Как вела себя Наташа в этом нашем месяце? Я этого совсем не помню. Мои чувства словно заслонили ее. Помню глаза, которые меняли цвет. Помню веснушки. Помню любимую ее игру — игру словами. После первой же нашей постели, когда я сказал: “Пойду приму душ”, она ответила: “Как все-таки странно звучит: принимать душ. Вот подумай об этом процессе: на самом деле это душ принимает тебя”. Я подумал, что в ответ на такое лучше всего неопределенно усмехнуться.
Мы нашли друг друга: невостребованная актриса, проявляющая столько в общем-то неуместного филологического пыла, и неуспешный актер, склонный к рефлексии. Эти достоинства нас украшали мало и еще меньше помогали.
Наташа обворожительно поглощала бутерброд с джемом и слушала мои рассуждения.
“Я люблю сравнивать театр с религией. Думаешь, почему Франциск Ассизский называл себя “скоморохом Господа?” — “Он не давал Богу заскучать своими подвигами и чудесами”, — слизывала Наташа джем с губ и протягивала мне новый бутерброд. “Почти так, — я жестом отказывался от лакомства и продолжал: — Мне кажется, связь между актерами и монахами вот в чем: монахи производят впечатление на Бога, а мы — на публику. И публика решает, кому в ад, кому в рай. Кто бессмертен, а кто и не жил вовсе. Все подвиги у них ради Бога, а у нас — ради зала”. — “Ради зала — почти как ради зла”, — подхватывает Наташа. И мы, сойдя с философской горы, поднимаемся на гору филологическую.
Когда я уже не помнил дней и часов, я предложил ей забеременеть от меня. Она, ничуть не смутившись, ответила: “Я знаю великолепный, чудесный роддом, в нем хочется остаться навсегда и рожать, пока есть силы! А знаешь, что я скажу, когда приду туда, беременная твоим сыном? Я спрошу: “разрешите разрешиться?”

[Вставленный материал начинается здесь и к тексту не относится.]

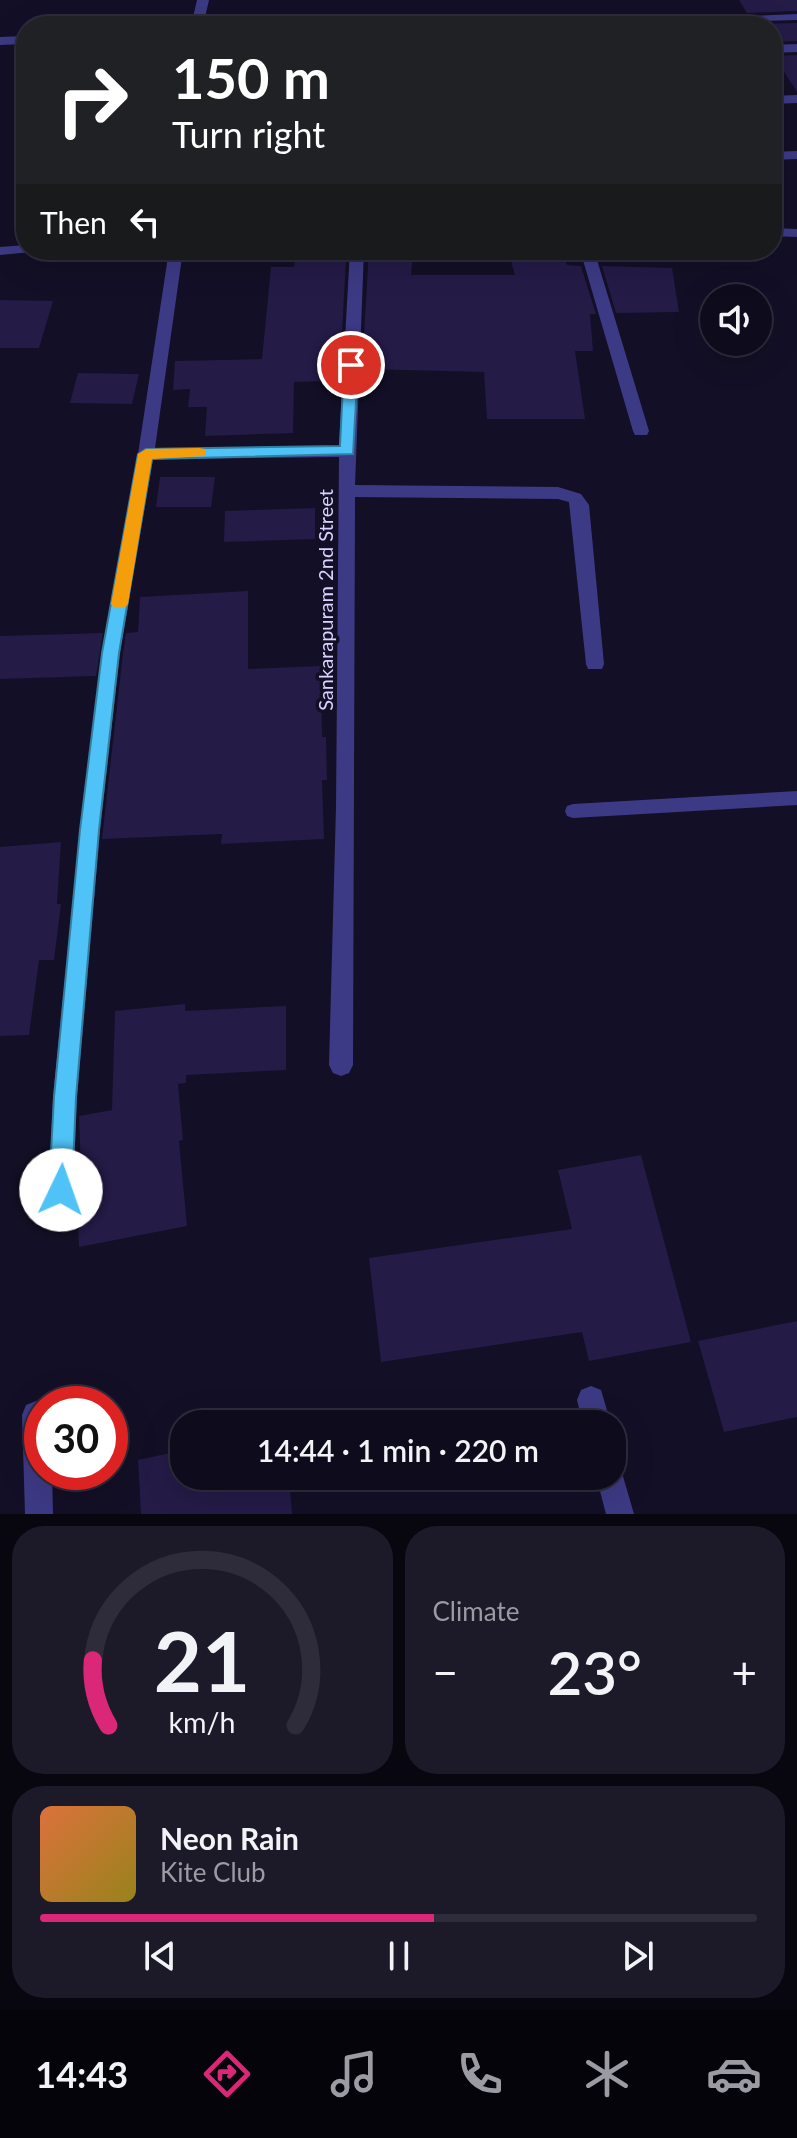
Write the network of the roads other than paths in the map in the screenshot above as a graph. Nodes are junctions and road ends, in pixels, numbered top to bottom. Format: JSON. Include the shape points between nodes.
{"nodes":[{"id":1,"x":175,"y":260,"type":"edge"},
{"id":2,"x":357,"y":260,"type":"edge"},
{"id":3,"x":590,"y":260,"type":"edge"},
{"id":4,"x":641,"y":431,"type":"dead end"},
{"id":5,"x":347,"y":451,"type":"junction"},
{"id":6,"x":146,"y":454,"type":"junction"},
{"id":7,"x":349,"y":491,"type":"junction"},
{"id":8,"x":595,"y":664,"type":"dead end"},
{"id":9,"x":797,"y":798,"type":"edge"},
{"id":10,"x":573,"y":811,"type":"dead end"},
{"id":11,"x":341,"y":1065,"type":"dead end"},
{"id":12,"x":61,"y":1190,"type":"dead end"},
{"id":13,"x":38,"y":1490,"type":"edge"},
{"id":14,"x":614,"y":1490,"type":"edge"},
{"id":15,"x":39,"y":1514,"type":"edge"},
{"id":16,"x":620,"y":1514,"type":"edge"}],
"edges":[{"from":1,"to":6,"type":"street"},
{"from":2,"to":5,"type":"street","name":"Sankarapuram 2nd Street"},
{"from":3,"to":4,"type":"street"},
{"from":5,"to":6,"type":"street"},
{"from":5,"to":7,"type":"street","name":"Sankarapuram 2nd Street"},
{"from":6,"to":12,"type":"street","via":[[111,653],[90,830]]},
{"from":7,"to":8,"type":"street","via":[[558,493],[575,498],[580,505]]},
{"from":7,"to":11,"type":"street","name":"Sankarapuram 2nd Street"},
{"from":9,"to":10,"type":"lane"},
{"from":13,"to":15,"type":"street"},
{"from":14,"to":16,"type":"street"}]}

Когда я — я! — снова заговорил о ребенке (и сделал это, слава богу, в последний раз), она сказала, что ей не нравится словосочетание “детский сад”: “Послушай, как оно мерзко звучит. Словно дети зарыты ногами в землю, их поливают и ждут, когда они подрастут. Или даже начнут плодоносить”.
И когда у меня вырвалось: “Хочу провести вместе всю жизнь”, — она откликнулась: “Провести вместе жизнь — если вдуматься, это значит — обмануть вместе жизнь”.

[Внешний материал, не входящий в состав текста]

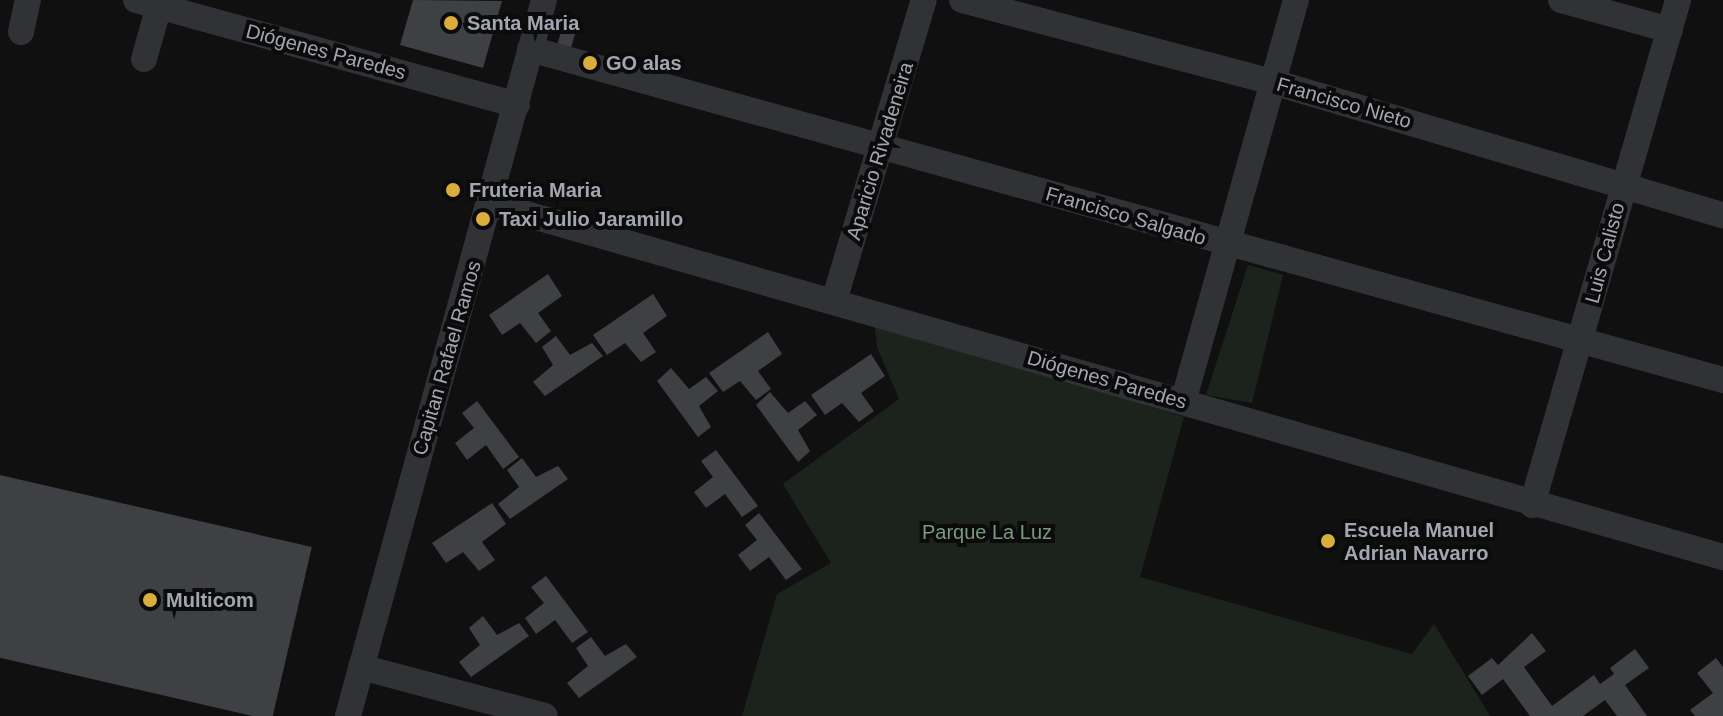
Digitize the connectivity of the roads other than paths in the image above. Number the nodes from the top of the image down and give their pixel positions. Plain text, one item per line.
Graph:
1 (28, 0) edge
2 (544, 0) edge
3 (924, 0) edge
4 (962, 0) edge
5 (1296, 0) edge
6 (1561, 0) edge
7 (1678, 0) edge
8 (147, 3) edge
9 (1670, 30) junction
10 (21, 32) dead end
11 (530, 49) junction
12 (144, 59) dead end
13 (1273, 82) junction
14 (517, 105) junction
15 (883, 147) junction
16 (1624, 186) junction
17 (491, 204) junction
18 (1723, 215) edge
19 (1226, 244) junction
20 (834, 301) junction
21 (1581, 341) junction
22 (1723, 380) edge
23 (1183, 402) junction
24 (1532, 505) junction
25 (1723, 557) edge
26 (361, 667) junction
27 (348, 716) edge
28 (545, 716) edge

1 - 10 street
2 - 11 street, Capitan Rafael Ramos
3 - 15 street, Aparicio Rivadeneira
4 - 13 street, Francisco Nieto
5 - 13 street
6 - 9 street
7 - 9 street, Luis Calisto
8 - 12 street
8 - 14 street, Diógenes Paredes
9 - 16 street, Luis Calisto
11 - 14 street, Capitan Rafael Ramos
11 - 15 street, Francisco Salgado
13 - 16 street, Francisco Nieto
13 - 19 street
14 - 17 street, Capitan Rafael Ramos
15 - 19 street, Francisco Salgado
15 - 20 street, Aparicio Rivadeneira
16 - 18 street, Francisco Nieto
16 - 21 street, Luis Calisto
17 - 20 street, Diógenes Paredes
17 - 26 street, Capitan Rafael Ramos
19 - 21 street, Francisco Salgado
19 - 23 street
20 - 23 street, Diógenes Paredes
21 - 22 street, Francisco Salgado
21 - 24 street, Luis Calisto
23 - 24 street, Diógenes Paredes
24 - 25 street, Diógenes Paredes
26 - 27 street, Capitan Rafael Ramos
26 - 28 street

Что мне еще было нужно? Каких доказательств? Она жонглировала словами, давая понять, сколь ничтожно мое место в ее жизни, но я любил ее (и продолжаю!), и потому не замечал этого.
Когда она не преследовала цель намекнуть, что я слишком размечтался, то предавалась своему любимому занятию вполне невинно. “Знаешь, что такое столица?” — Мой поцелуй. — “Главный город страны”. — Ее поцелуй. — “Никак нет. Это стол женского рода”. — Наш поцелуй. А потом говорила и вовсе какую-то, на мой взгляд, несуразицу, просто наслаждаясь созвучиями.